1:20 am on Apr 4, 2003 (gmt 0)

WebmasterWorld Senior Member 10+ Year Member Top Contributors Of The Month



<meta http-equiv="Content-Type" content="text/html; charset=iso-8859-1">
<meta http-equiv="Content-Language" content="en-gb">

Of the en-gb part, the first two letters come from the code list in ISO 639 and the last two letters come from the code list in ISO 3166.

See also ISO 4217 for codes for representing currency, and then ISO 8601 for formats for date and time.

heini

7:49 am on Apr 4, 2003 (gmt 0)

WebmasterWorld Senior Member 10+ Year Member



Yidaki, I'm puzzled. To me it sounds as if everything is exactly like it should be.
What makes you think Google doesn't recognize the languages?

Google filters for languages only if a user requests Google to do so. A user can restrict results to specific languages either via the advanced search options, or via the settings on the radiobuttons beneath the query box.

If a user does not rstrict the search you would expect Google to return all of your pages, from all languages. That is if Google finds them to be relevant to the query.
There is absolutely no reason why Google should find it being a crime to have pages in more than one language.

Sorry for pointing out the obvious, as I said I may have missed your point.

Yidaki

8:04 am on Apr 4, 2003 (gmt 0)

WebmasterWorld Senior Member 10+ Year Member



g1smd, thanks for the code. But the question is if google uses it to "filter" results by language...?

heini, what makes me nervous is that both language versions (the canonical's like described above) are listed for some search phrases. So i'm worried that a competitor could fill a spam report and the google tech team could press the boot button ... two different sites, owned by the same person / company, showing for the same phrases, ...

Imagine the following results for "Widgets":

- Widgets from space - Learn all about our widgets, how to breed them, how to feed them, how to sell them.
[englisch.mywidgetsite.com...]

- Widgets aus dem All - Lernen Sie alles über unsere Widgets; wie man sie züchtet, wie man sie füttert und wie man sie verkauft.
[deutsch.mywidgetsite.de...]

The question is if there's a way to tell google to only return the second listing if someone searches at google.de and the first listing if someone searches at google.com... - without user choice.

Or am i too worried?

heini

8:12 am on Apr 4, 2003 (gmt 0)

WebmasterWorld Senior Member 10+ Year Member



>Or am i too worried?

Mmmm....YES!

If there ever was a legitimate reason to have more than one result in a serp than that's different languages.
Apart from that not even Google would think of forbidding a person owning more than one site in the same topical area.
What I would do is interlinking the subdomains heavily - exactly like you would do if the pages weren't seperated by subdomains. Good, solid, themed interlinking: good for your users, good for Google.
No reason at all to hide anything.

Monkscuba

8:17 am on Apr 4, 2003 (gmt 0)

10+ Year Member



Funny that this subject should come up today..

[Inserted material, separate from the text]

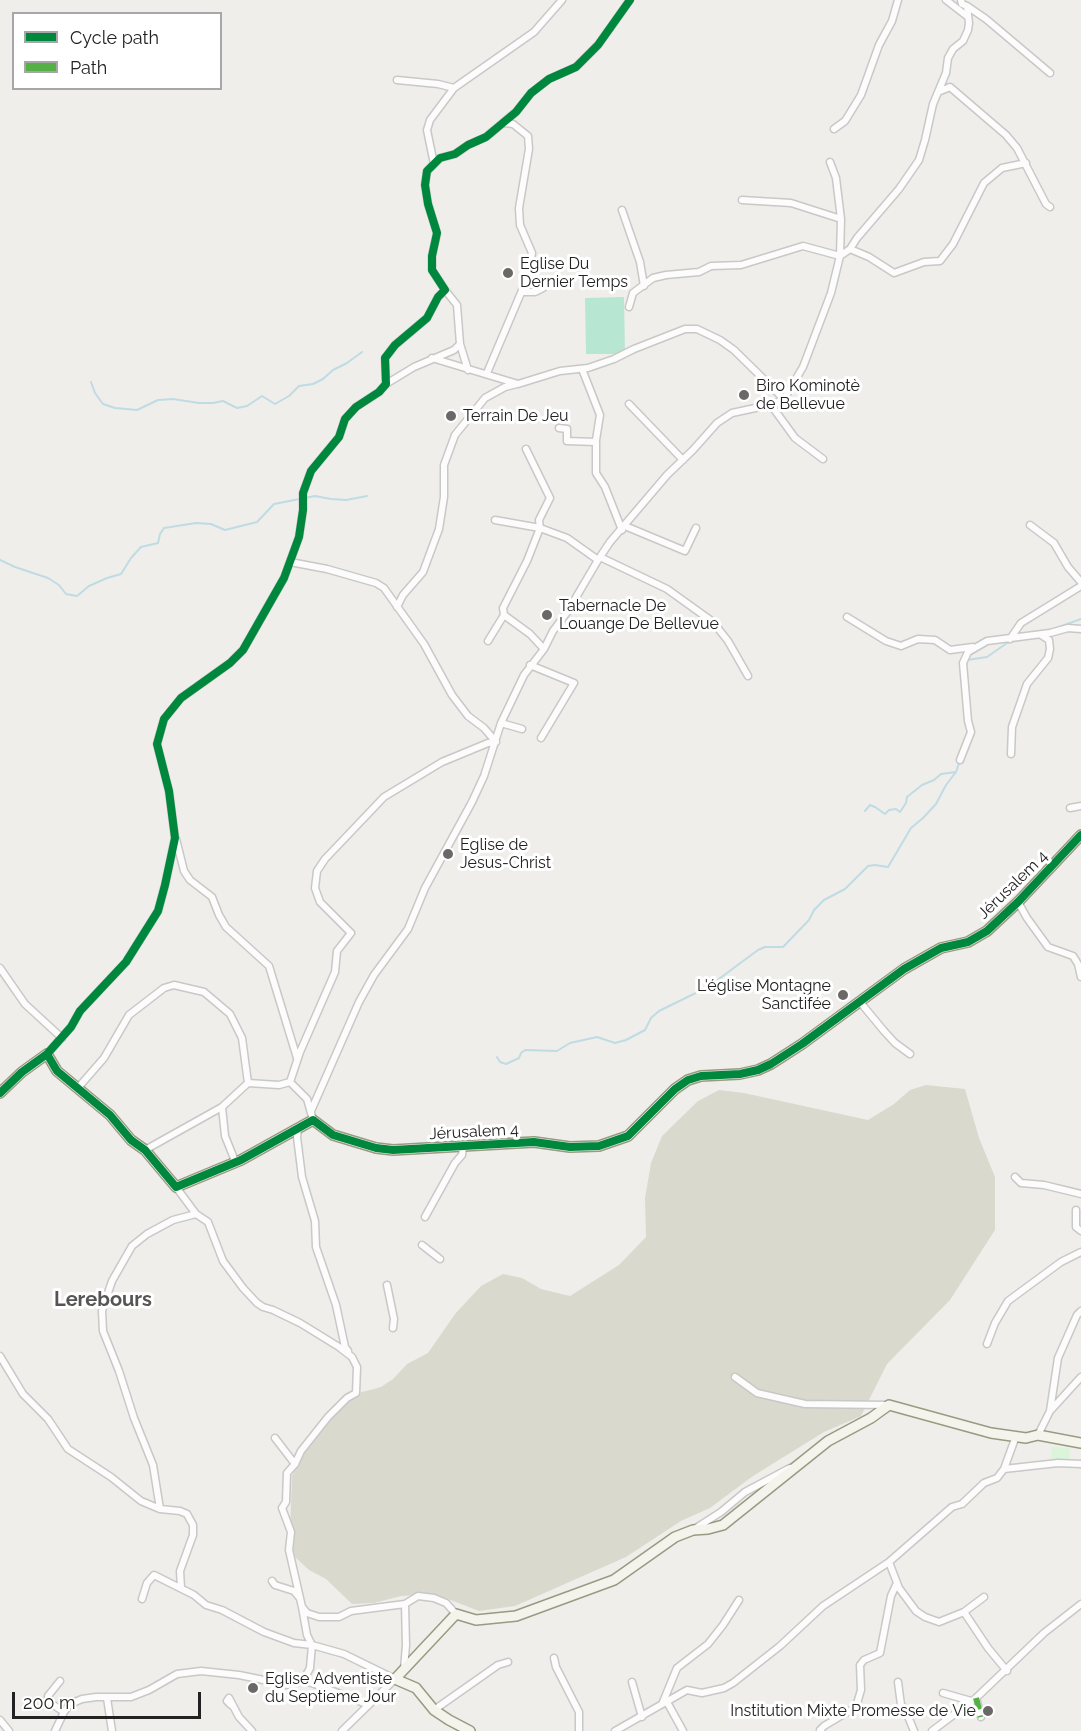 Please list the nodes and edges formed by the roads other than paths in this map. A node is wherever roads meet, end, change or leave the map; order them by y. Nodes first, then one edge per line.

We had a bilingual site at .com, but have just split off all the German pages to .de making 2 sites in 2 languages. There is no longer a trace of German on the .com except links pointing German language web users in that direction, and the German site has no English, just links to the .com site for those who want to read English and have somehow stumbled upon a German site.

The idea was that German search engines are biased towards .de sites (or am I wrong), so to attract more German customers we have made the new site.

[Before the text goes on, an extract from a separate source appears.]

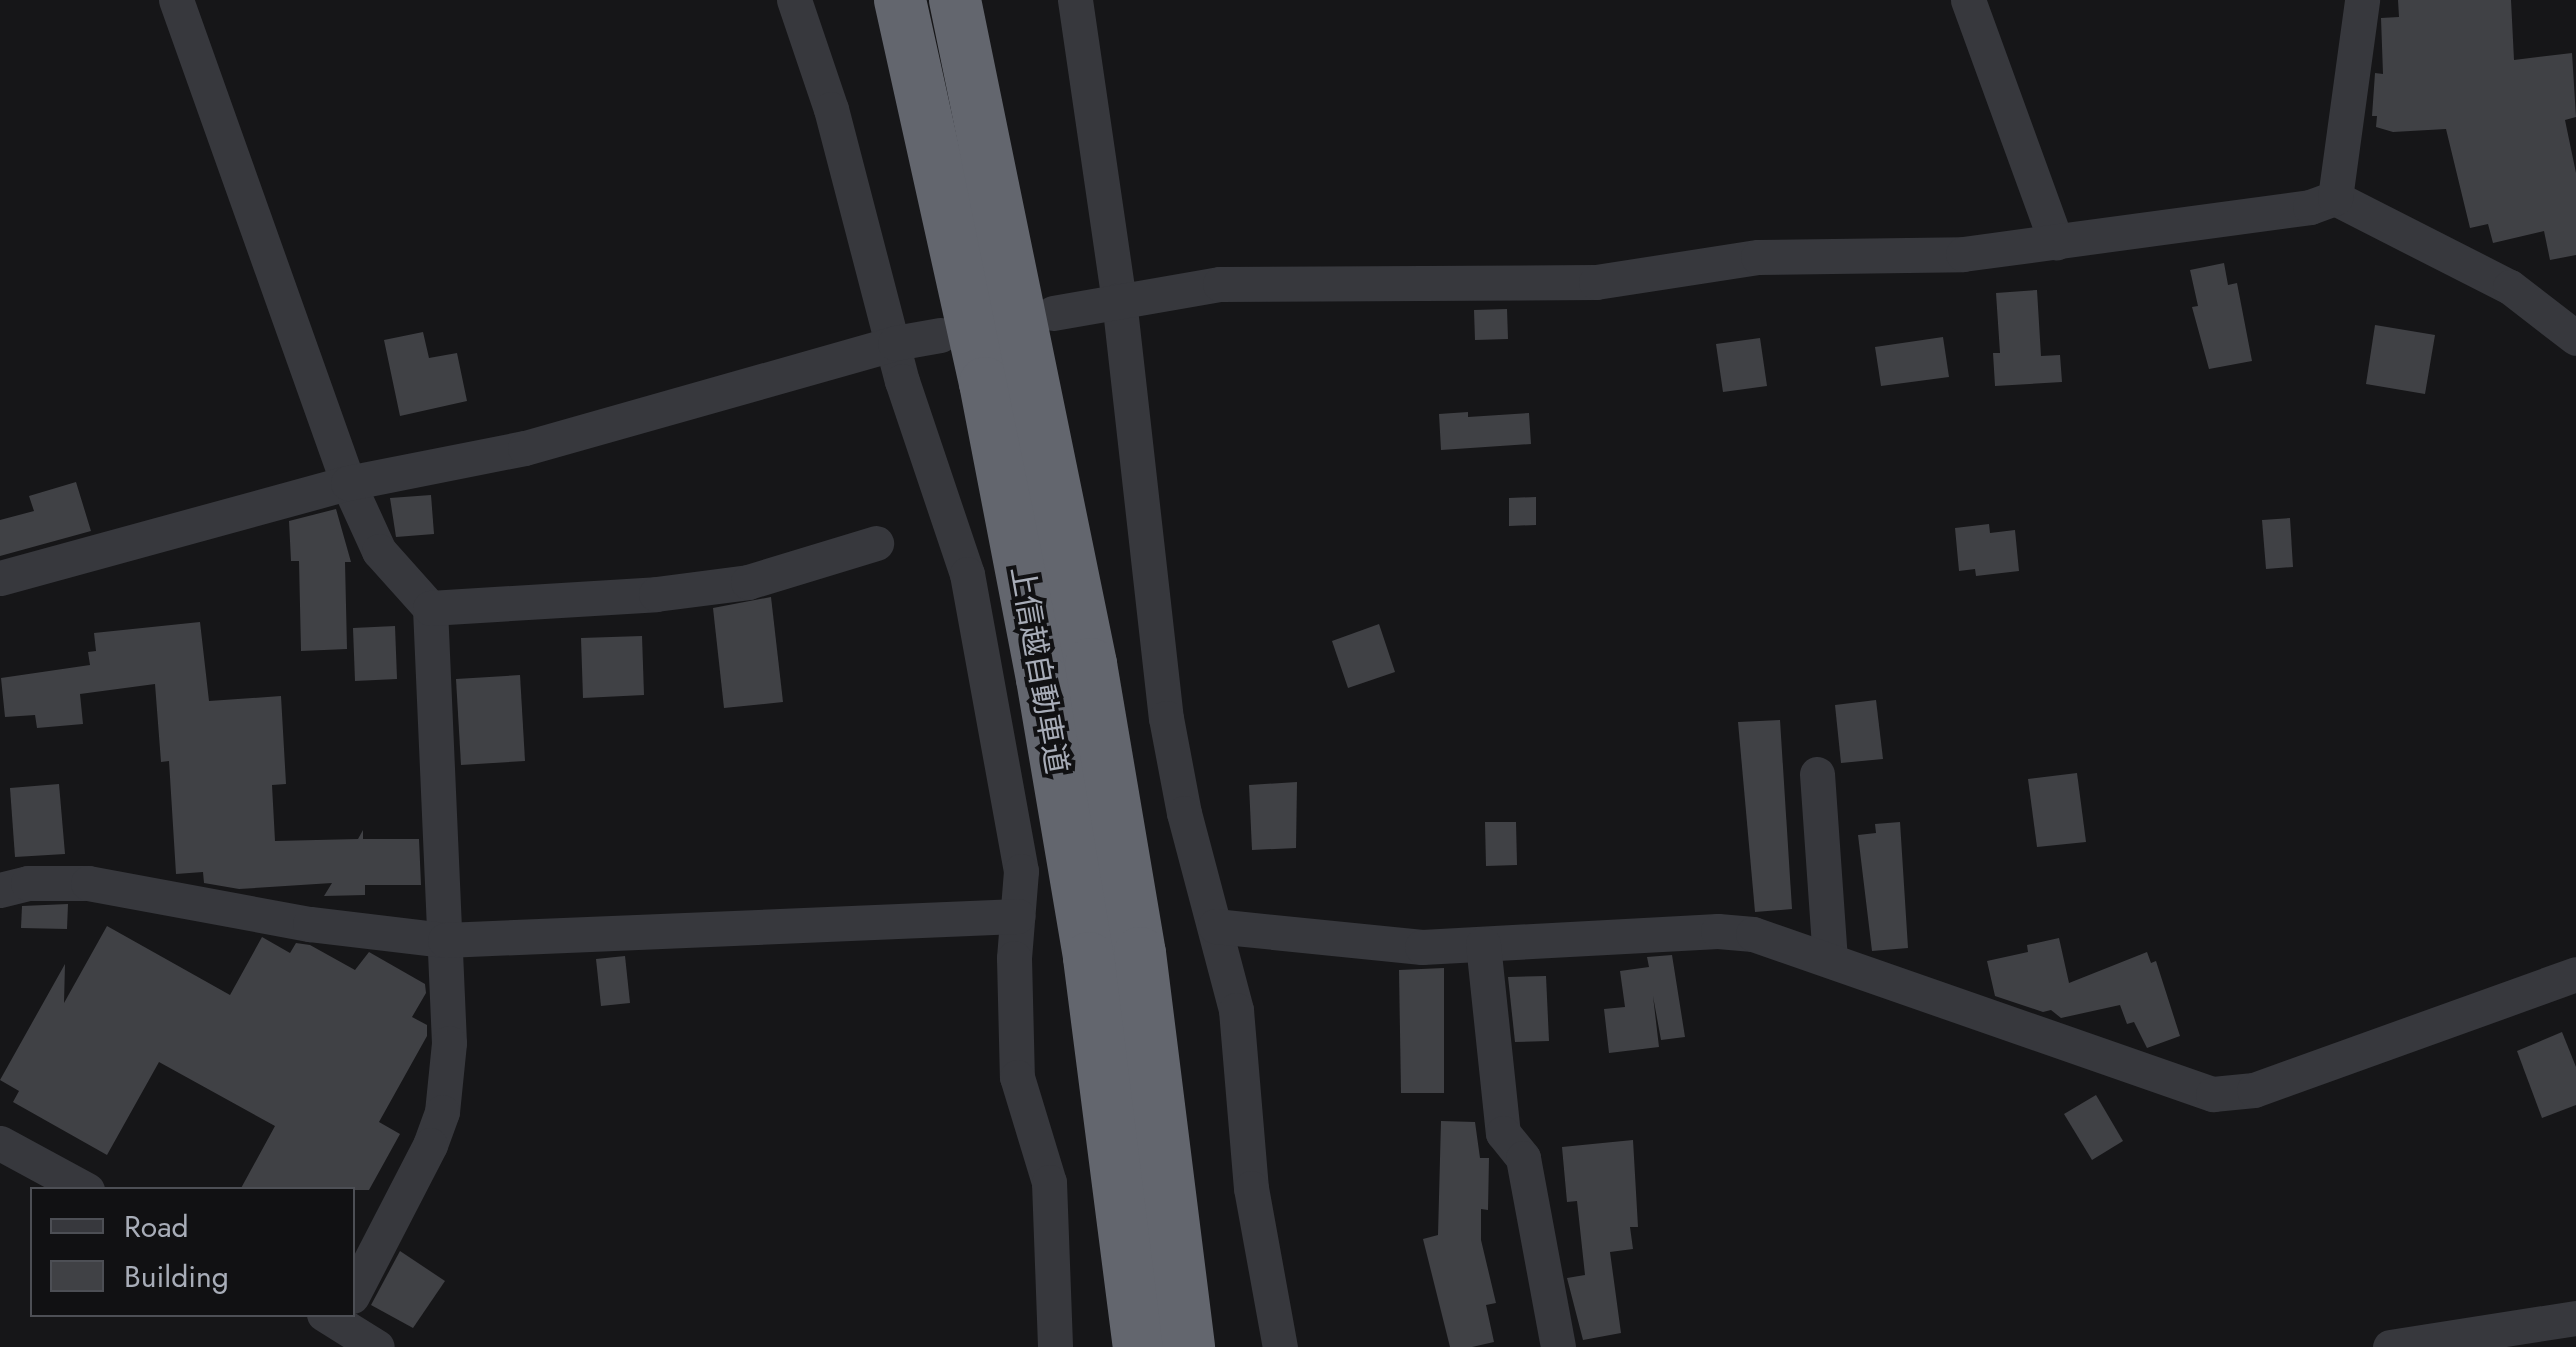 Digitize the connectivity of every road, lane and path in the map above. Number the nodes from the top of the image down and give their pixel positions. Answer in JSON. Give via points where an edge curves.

Hope that really is OK. I can't for the life of me see why not. And it's unlikely that the 2 sites will come up together in a search beacause they are in different languages. If you're searching for "Beer" you should not get our German "Bier" site coming up.

(Beer is just an example. We like to drink it, but don't sell it )

heini

8:34 am on Apr 4, 2003 (gmt 0)

WebmasterWorld Senior Member 10+ Year Member



>f you're searching for "Beer" you should not get our German "Bier" site coming up.

You should in case you interlink the sites. But again, I don't see any problems with that approach whatsoever.